▸ Saved entries
::::::::::

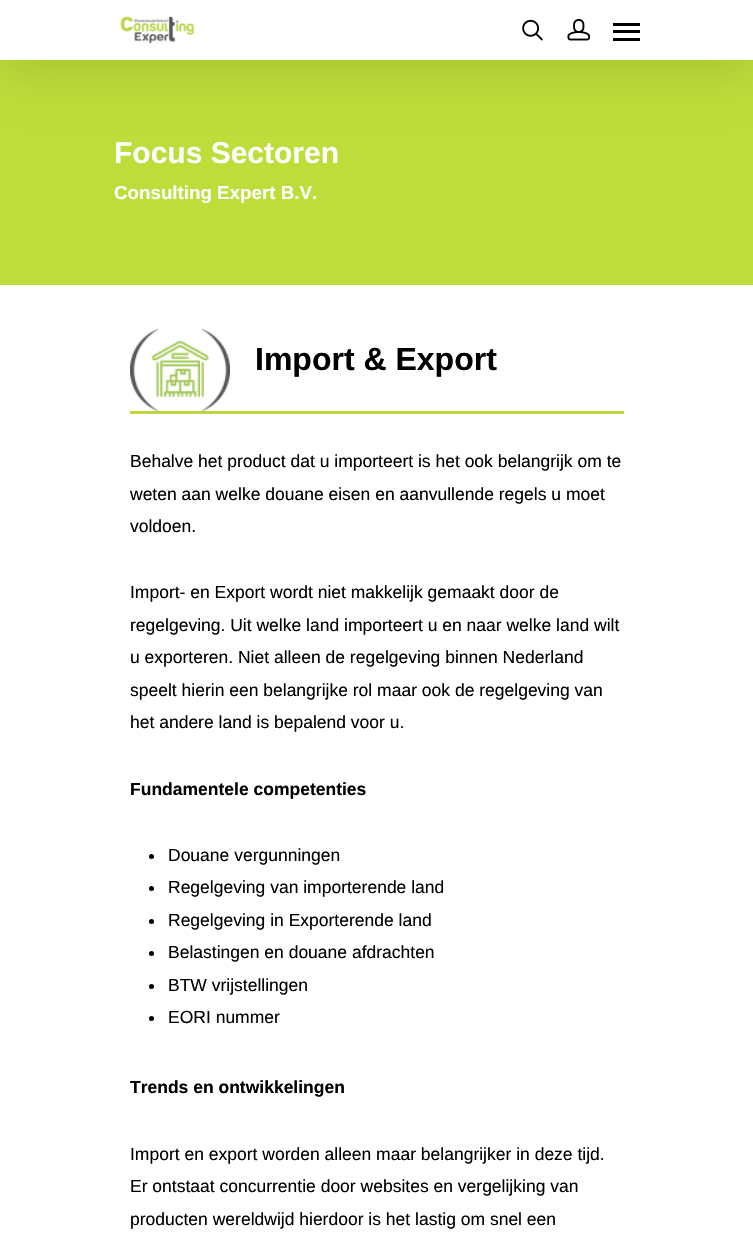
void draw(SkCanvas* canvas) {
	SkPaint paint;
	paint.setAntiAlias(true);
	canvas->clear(0xffffffff);
	paint.setColor(0xffbedd3a);
	canvas->drawRect(SkRect::MakeXYWH(0, 60, 753, 225), paint);
	paint.setColor(0x26000000);
	paint.setMaskFilter(SkMaskFilter::MakeBlur(kNormal_SkBlurStyle, 28));
	canvas->drawRect(SkRect::MakeXYWH(0, 4, 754, 60), paint);
	paint.setMaskFilter(nullptr);
	paint.setColor(0xffffffff);
	canvas->drawRect(SkRect::MakeXYWH(0, 0, 753, 60), paint);
	canvas->drawImageRect(SkImages::DeferredFromEncodedData(SkData::MakeFromFileName("img1.png")), SkRect::MakeXYWH(120, 16, 75, 28), SkSamplingOptions());
	canvas->drawImageRect(SkImages::DeferredFromEncodedData(SkData::MakeFromFileName("img2.png")), SkRect::MakeXYWH(522, 19, 21, 22), SkSamplingOptions());
	canvas->drawImageRect(SkImages::DeferredFromEncodedData(SkData::MakeFromFileName("img3.png")), SkRect::MakeXYWH(567, 18, 23, 23), SkSamplingOptions());
	paint.setColor(0xff000000);
	canvas->drawRect(SkRect::MakeXYWH(613, 23, 27, 3), paint);
	canvas->drawRect(SkRect::MakeXYWH(613, 38, 27, 3), paint);
	canvas->drawRect(SkRect::MakeXYWH(613, 30, 27, 3), paint);
	SkFont f1(fontMgr->matchFamilyStyle("Liberation Sans", SkFontStyle::Bold()), 30);
	f1.setSubpixel(true);
	paint.setColor(0xffffffff);
	canvas->drawString("Focus Sectoren", 114, 163, f1, paint);
	SkFont f2(fontMgr->matchFamilyStyle("Liberation Sans", SkFontStyle::Bold()), 18.75);
	f2.setSubpixel(true);
	canvas->drawString("Consulting Expert B.V.", 114, 199, f2, paint);
	paint.setColor(0xffbed73e);
	canvas->drawRect(SkRect::MakeXYWH(130, 411, 494, 3), paint);
	canvas->drawImageRect(SkImages::DeferredFromEncodedData(SkData::MakeFromFileName("img4.png")), SkRect::MakeXYWH(130, 328, 100, 84), SkSamplingOptions());
	SkFont f3(fontMgr->matchFamilyStyle("Liberation Sans", SkFontStyle::Bold()), 32);
	f3.setSubpixel(true);
	paint.setColor(0xff000000);
	canvas->drawString("Import & Export", 255, 370, f3, paint);
	SkFont f4(fontMgr->matchFamilyStyle("Liberation Sans", SkFontStyle::Normal()), 17.5);
	f4.setSubpixel(true);
	canvas->drawString("Behalve het product dat u importeert is het ook belangrijk om te", 130, 467, f4, paint);
	canvas->drawString("weten aan welke douane eisen en aanvullende regels u moet", 130, 500, f4, paint);
	canvas->drawString("voldoen.", 130, 532, f4, paint);
	canvas->drawString("Import- en Export wordt niet makkelijk gemaakt door de", 130, 598, f4, paint);
	canvas->drawString("regelgeving. Uit welke land importeert u en naar welke land wilt", 130, 631, f4, paint);
	canvas->drawString("u exporteren. Niet alleen de regelgeving binnen Nederland", 130, 663, f4, paint);
	canvas->drawString("speelt hierin een belangrijke rol maar ook de regelgeving van", 130, 696, f4, paint);
	canvas->drawString("het andere land is bepalend voor u.", 130, 728, f4, paint);
	SkFont f5(fontMgr->matchFamilyStyle("Liberation Sans", SkFontStyle::Bold()), 17.5);
	f5.setSubpixel(true);
	canvas->drawString("Fundamentele competenties", 130, 795, f5, paint);
	canvas->drawCircle(151.5, 856.5, 2.5, paint);
	canvas->drawString("Douane vergunningen", 168, 861, f4, paint);
	canvas->drawCircle(151.5, 888.5, 2.5, paint);
	canvas->drawString("Regelgeving van importerende land", 168, 893, f4, paint);
	canvas->drawCircle(151.5, 921.5, 2.5, paint);
	canvas->drawString("Regelgeving in Exporterende land", 168, 926, f4, paint);
	canvas->drawCircle(151.5, 953.5, 2.5, paint);
	canvas->drawString("Belastingen en douane afdrachten", 168, 958, f4, paint);
	canvas->drawCircle(151.5, 986.5, 2.5, paint);
	canvas->drawString("BTW vrijstellingen", 168, 991, f4, paint);
	canvas->drawCircle(151.5, 1018.5, 2.5, paint);
	canvas->drawString("EORI nummer", 168, 1023, f4, paint);
	canvas->drawString("Trends en ontwikkelingen", 130, 1093, f5, paint);
	canvas->drawString("Import en export worden alleen maar belangrijker in deze tijd.", 130, 1160, f4, paint);
	canvas->drawString("Er ontstaat concurrentie door websites en vergelijking van", 130, 1192, f4, paint);
	canvas->drawString("producten wereldwijd hierdoor is het lastig om snel een", 130, 1225, f4, paint);
}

::::::::::

▸ Exercise instructions
Scan the data above; copy every line where "setSubpixel" appears.

▸ Written response
	f1.setSubpixel(true);
	f2.setSubpixel(true);
	f3.setSubpixel(true);
	f4.setSubpixel(true);
	f5.setSubpixel(true);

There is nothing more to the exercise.